━━━━━ Input material ━━━━━

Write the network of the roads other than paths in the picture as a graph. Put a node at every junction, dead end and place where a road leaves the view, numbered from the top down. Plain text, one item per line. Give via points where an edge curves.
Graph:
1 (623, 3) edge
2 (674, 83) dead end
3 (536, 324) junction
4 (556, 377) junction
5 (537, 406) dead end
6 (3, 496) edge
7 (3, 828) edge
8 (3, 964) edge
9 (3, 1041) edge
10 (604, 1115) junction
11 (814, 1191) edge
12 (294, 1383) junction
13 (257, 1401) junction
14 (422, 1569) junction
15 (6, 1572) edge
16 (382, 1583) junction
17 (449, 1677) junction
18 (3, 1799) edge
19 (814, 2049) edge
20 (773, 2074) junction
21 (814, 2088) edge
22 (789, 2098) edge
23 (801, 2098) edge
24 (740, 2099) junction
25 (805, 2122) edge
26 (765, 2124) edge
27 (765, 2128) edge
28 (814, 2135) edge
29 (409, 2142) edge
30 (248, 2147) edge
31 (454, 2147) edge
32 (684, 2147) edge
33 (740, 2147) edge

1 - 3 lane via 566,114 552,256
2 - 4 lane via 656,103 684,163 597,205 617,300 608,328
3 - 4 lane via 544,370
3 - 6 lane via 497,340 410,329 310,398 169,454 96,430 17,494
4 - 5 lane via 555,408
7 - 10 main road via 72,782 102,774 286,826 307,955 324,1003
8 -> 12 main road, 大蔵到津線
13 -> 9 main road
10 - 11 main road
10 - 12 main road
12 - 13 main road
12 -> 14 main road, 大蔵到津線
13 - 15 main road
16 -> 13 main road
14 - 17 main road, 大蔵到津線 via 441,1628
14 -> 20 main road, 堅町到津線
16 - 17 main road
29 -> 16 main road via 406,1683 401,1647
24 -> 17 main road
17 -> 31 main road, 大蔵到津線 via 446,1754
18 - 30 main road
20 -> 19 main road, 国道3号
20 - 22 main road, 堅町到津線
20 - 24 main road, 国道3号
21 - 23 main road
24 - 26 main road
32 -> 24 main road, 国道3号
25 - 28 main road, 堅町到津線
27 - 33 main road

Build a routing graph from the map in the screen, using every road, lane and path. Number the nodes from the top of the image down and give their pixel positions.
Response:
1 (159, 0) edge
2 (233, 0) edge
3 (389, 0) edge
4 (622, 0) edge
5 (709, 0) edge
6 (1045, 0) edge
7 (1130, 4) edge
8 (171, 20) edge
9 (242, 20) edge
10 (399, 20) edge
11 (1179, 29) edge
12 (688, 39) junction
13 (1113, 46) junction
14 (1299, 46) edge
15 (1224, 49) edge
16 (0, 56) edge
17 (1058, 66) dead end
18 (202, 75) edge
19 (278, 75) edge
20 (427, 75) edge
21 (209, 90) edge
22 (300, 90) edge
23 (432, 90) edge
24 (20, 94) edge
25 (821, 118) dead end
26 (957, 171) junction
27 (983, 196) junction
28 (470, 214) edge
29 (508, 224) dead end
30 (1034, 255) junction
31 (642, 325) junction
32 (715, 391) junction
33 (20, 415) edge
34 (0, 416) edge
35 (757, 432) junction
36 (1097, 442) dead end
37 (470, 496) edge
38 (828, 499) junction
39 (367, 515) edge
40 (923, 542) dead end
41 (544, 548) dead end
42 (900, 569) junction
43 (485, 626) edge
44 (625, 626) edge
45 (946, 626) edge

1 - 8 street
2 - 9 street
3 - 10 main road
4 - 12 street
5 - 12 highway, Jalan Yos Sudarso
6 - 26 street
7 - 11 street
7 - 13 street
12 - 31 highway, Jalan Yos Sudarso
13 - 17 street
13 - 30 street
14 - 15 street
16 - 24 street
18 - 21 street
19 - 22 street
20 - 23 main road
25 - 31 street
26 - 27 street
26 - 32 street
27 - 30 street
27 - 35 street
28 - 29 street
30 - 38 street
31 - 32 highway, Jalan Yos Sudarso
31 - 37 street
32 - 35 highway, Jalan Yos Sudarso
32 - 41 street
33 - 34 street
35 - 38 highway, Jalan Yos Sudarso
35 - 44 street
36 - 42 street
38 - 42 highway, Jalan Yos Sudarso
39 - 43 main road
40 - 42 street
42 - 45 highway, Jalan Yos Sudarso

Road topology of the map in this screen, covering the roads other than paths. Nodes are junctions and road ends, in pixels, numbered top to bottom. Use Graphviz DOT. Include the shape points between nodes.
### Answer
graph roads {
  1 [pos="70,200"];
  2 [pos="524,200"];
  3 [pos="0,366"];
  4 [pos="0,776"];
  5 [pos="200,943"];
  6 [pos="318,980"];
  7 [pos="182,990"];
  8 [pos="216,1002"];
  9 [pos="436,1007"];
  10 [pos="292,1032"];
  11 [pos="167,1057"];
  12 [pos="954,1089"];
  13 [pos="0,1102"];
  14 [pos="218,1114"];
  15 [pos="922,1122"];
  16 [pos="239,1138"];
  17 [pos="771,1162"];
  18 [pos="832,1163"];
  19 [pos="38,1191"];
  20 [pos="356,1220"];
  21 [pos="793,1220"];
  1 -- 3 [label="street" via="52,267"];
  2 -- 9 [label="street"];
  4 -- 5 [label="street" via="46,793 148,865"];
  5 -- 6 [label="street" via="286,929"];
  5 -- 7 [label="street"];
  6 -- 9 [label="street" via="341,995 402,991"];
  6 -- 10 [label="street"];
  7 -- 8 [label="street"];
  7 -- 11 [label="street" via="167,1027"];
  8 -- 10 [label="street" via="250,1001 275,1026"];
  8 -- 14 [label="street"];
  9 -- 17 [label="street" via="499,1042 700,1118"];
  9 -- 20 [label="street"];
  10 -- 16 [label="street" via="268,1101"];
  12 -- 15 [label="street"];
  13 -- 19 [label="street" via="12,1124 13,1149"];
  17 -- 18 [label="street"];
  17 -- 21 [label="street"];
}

━━━━━

● **What the task requires**: Set all of the entries down again, exactly as they were given.

● **Written solution**:
Write the network of the roads other than paths in the picture as a graph. Put a node at every junction, dead end and place where a road leaves the view, numbered from the top down. Plain text, one item per line. Give via points where an edge curves.
Graph:
1 (623, 3) edge
2 (674, 83) dead end
3 (536, 324) junction
4 (556, 377) junction
5 (537, 406) dead end
6 (3, 496) edge
7 (3, 828) edge
8 (3, 964) edge
9 (3, 1041) edge
10 (604, 1115) junction
11 (814, 1191) edge
12 (294, 1383) junction
13 (257, 1401) junction
14 (422, 1569) junction
15 (6, 1572) edge
16 (382, 1583) junction
17 (449, 1677) junction
18 (3, 1799) edge
19 (814, 2049) edge
20 (773, 2074) junction
21 (814, 2088) edge
22 (789, 2098) edge
23 (801, 2098) edge
24 (740, 2099) junction
25 (805, 2122) edge
26 (765, 2124) edge
27 (765, 2128) edge
28 (814, 2135) edge
29 (409, 2142) edge
30 (248, 2147) edge
31 (454, 2147) edge
32 (684, 2147) edge
33 (740, 2147) edge

1 - 3 lane via 566,114 552,256
2 - 4 lane via 656,103 684,163 597,205 617,300 608,328
3 - 4 lane via 544,370
3 - 6 lane via 497,340 410,329 310,398 169,454 96,430 17,494
4 - 5 lane via 555,408
7 - 10 main road via 72,782 102,774 286,826 307,955 324,1003
8 -> 12 main road, 大蔵到津線
13 -> 9 main road
10 - 11 main road
10 - 12 main road
12 - 13 main road
12 -> 14 main road, 大蔵到津線
13 - 15 main road
16 -> 13 main road
14 - 17 main road, 大蔵到津線 via 441,1628
14 -> 20 main road, 堅町到津線
16 - 17 main road
29 -> 16 main road via 406,1683 401,1647
24 -> 17 main road
17 -> 31 main road, 大蔵到津線 via 446,1754
18 - 30 main road
20 -> 19 main road, 国道3号
20 - 22 main road, 堅町到津線
20 - 24 main road, 国道3号
21 - 23 main road
24 - 26 main road
32 -> 24 main road, 国道3号
25 - 28 main road, 堅町到津線
27 - 33 main road

Build a routing graph from the map in the screen, using every road, lane and path. Number the nodes from the top of the image down and give their pixel positions.
Response:
1 (159, 0) edge
2 (233, 0) edge
3 (389, 0) edge
4 (622, 0) edge
5 (709, 0) edge
6 (1045, 0) edge
7 (1130, 4) edge
8 (171, 20) edge
9 (242, 20) edge
10 (399, 20) edge
11 (1179, 29) edge
12 (688, 39) junction
13 (1113, 46) junction
14 (1299, 46) edge
15 (1224, 49) edge
16 (0, 56) edge
17 (1058, 66) dead end
18 (202, 75) edge
19 (278, 75) edge
20 (427, 75) edge
21 (209, 90) edge
22 (300, 90) edge
23 (432, 90) edge
24 (20, 94) edge
25 (821, 118) dead end
26 (957, 171) junction
27 (983, 196) junction
28 (470, 214) edge
29 (508, 224) dead end
30 (1034, 255) junction
31 (642, 325) junction
32 (715, 391) junction
33 (20, 415) edge
34 (0, 416) edge
35 (757, 432) junction
36 (1097, 442) dead end
37 (470, 496) edge
38 (828, 499) junction
39 (367, 515) edge
40 (923, 542) dead end
41 (544, 548) dead end
42 (900, 569) junction
43 (485, 626) edge
44 (625, 626) edge
45 (946, 626) edge

1 - 8 street
2 - 9 street
3 - 10 main road
4 - 12 street
5 - 12 highway, Jalan Yos Sudarso
6 - 26 street
7 - 11 street
7 - 13 street
12 - 31 highway, Jalan Yos Sudarso
13 - 17 street
13 - 30 street
14 - 15 street
16 - 24 street
18 - 21 street
19 - 22 street
20 - 23 main road
25 - 31 street
26 - 27 street
26 - 32 street
27 - 30 street
27 - 35 street
28 - 29 street
30 - 38 street
31 - 32 highway, Jalan Yos Sudarso
31 - 37 street
32 - 35 highway, Jalan Yos Sudarso
32 - 41 street
33 - 34 street
35 - 38 highway, Jalan Yos Sudarso
35 - 44 street
36 - 42 street
38 - 42 highway, Jalan Yos Sudarso
39 - 43 main road
40 - 42 street
42 - 45 highway, Jalan Yos Sudarso

Road topology of the map in this screen, covering the roads other than paths. Nodes are junctions and road ends, in pixels, numbered top to bottom. Use Graphviz DOT. Include the shape points between nodes.
### Answer
graph roads {
  1 [pos="70,200"];
  2 [pos="524,200"];
  3 [pos="0,366"];
  4 [pos="0,776"];
  5 [pos="200,943"];
  6 [pos="318,980"];
  7 [pos="182,990"];
  8 [pos="216,1002"];
  9 [pos="436,1007"];
  10 [pos="292,1032"];
  11 [pos="167,1057"];
  12 [pos="954,1089"];
  13 [pos="0,1102"];
  14 [pos="218,1114"];
  15 [pos="922,1122"];
  16 [pos="239,1138"];
  17 [pos="771,1162"];
  18 [pos="832,1163"];
  19 [pos="38,1191"];
  20 [pos="356,1220"];
  21 [pos="793,1220"];
  1 -- 3 [label="street" via="52,267"];
  2 -- 9 [label="street"];
  4 -- 5 [label="street" via="46,793 148,865"];
  5 -- 6 [label="street" via="286,929"];
  5 -- 7 [label="street"];
  6 -- 9 [label="street" via="341,995 402,991"];
  6 -- 10 [label="street"];
  7 -- 8 [label="street"];
  7 -- 11 [label="street" via="167,1027"];
  8 -- 10 [label="street" via="250,1001 275,1026"];
  8 -- 14 [label="street"];
  9 -- 17 [label="street" via="499,1042 700,1118"];
  9 -- 20 [label="street"];
  10 -- 16 [label="street" via="268,1101"];
  12 -- 15 [label="street"];
  13 -- 19 [label="street" via="12,1124 13,1149"];
  17 -- 18 [label="street"];
  17 -- 21 [label="street"];
}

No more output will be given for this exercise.